What you are asked to do: Will you restate verbatim the lines running from the line with "pinky dip: (118, 48)" to the end of the data, leaving out everything else?

· · · · · · ·

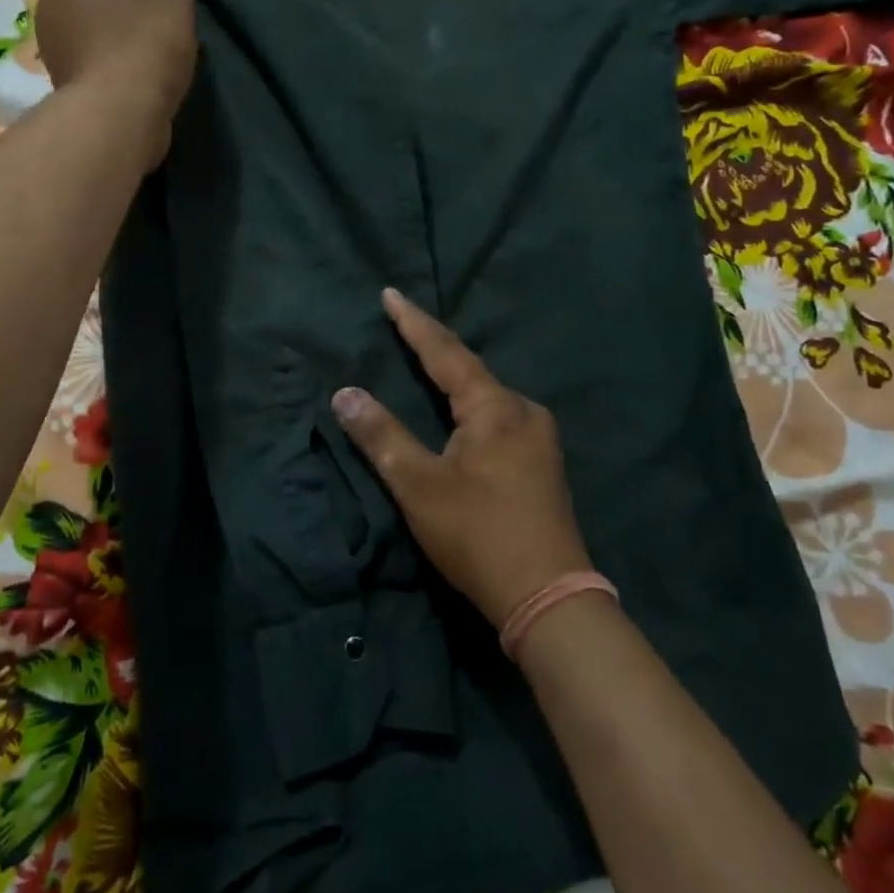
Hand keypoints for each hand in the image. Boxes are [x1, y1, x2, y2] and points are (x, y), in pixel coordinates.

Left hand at [35, 0, 196, 168]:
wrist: (115, 115)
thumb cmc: (143, 47)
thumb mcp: (176, 7)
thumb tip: (163, 2)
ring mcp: (55, 41)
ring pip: (98, 20)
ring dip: (122, 21)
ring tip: (153, 24)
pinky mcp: (66, 77)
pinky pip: (99, 50)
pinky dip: (118, 48)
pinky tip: (141, 53)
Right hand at [332, 288, 592, 627]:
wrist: (549, 598)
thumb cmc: (479, 535)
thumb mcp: (419, 486)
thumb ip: (381, 437)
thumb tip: (344, 394)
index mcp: (495, 407)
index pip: (445, 352)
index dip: (414, 323)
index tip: (390, 294)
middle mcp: (523, 411)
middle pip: (470, 370)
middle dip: (435, 348)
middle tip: (403, 325)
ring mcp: (539, 438)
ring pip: (487, 396)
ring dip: (455, 378)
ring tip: (427, 362)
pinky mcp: (542, 464)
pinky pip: (498, 418)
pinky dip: (470, 406)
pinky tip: (461, 413)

· · · · · · ·

Your solution:
pinky dip: (118, 48)
pinky tip: (141, 53)
Right hand at [332, 288, 592, 627]:
wrist: (549, 598)
thumb cmc: (479, 535)
thumb mcp: (419, 486)
thumb ip: (381, 437)
thumb tip: (344, 394)
index mcp: (495, 407)
index pip: (445, 352)
index dip: (414, 323)
index tip: (390, 294)
middle mcp: (523, 411)
middle pip: (470, 370)
middle dip: (435, 348)
middle tip: (403, 325)
ring mcp: (539, 438)
ring pip: (487, 396)
ring dip: (455, 378)
ring tip: (427, 362)
pinky mcp: (542, 464)
pinky pip: (498, 418)
pinky dip: (470, 406)
pinky tip: (461, 413)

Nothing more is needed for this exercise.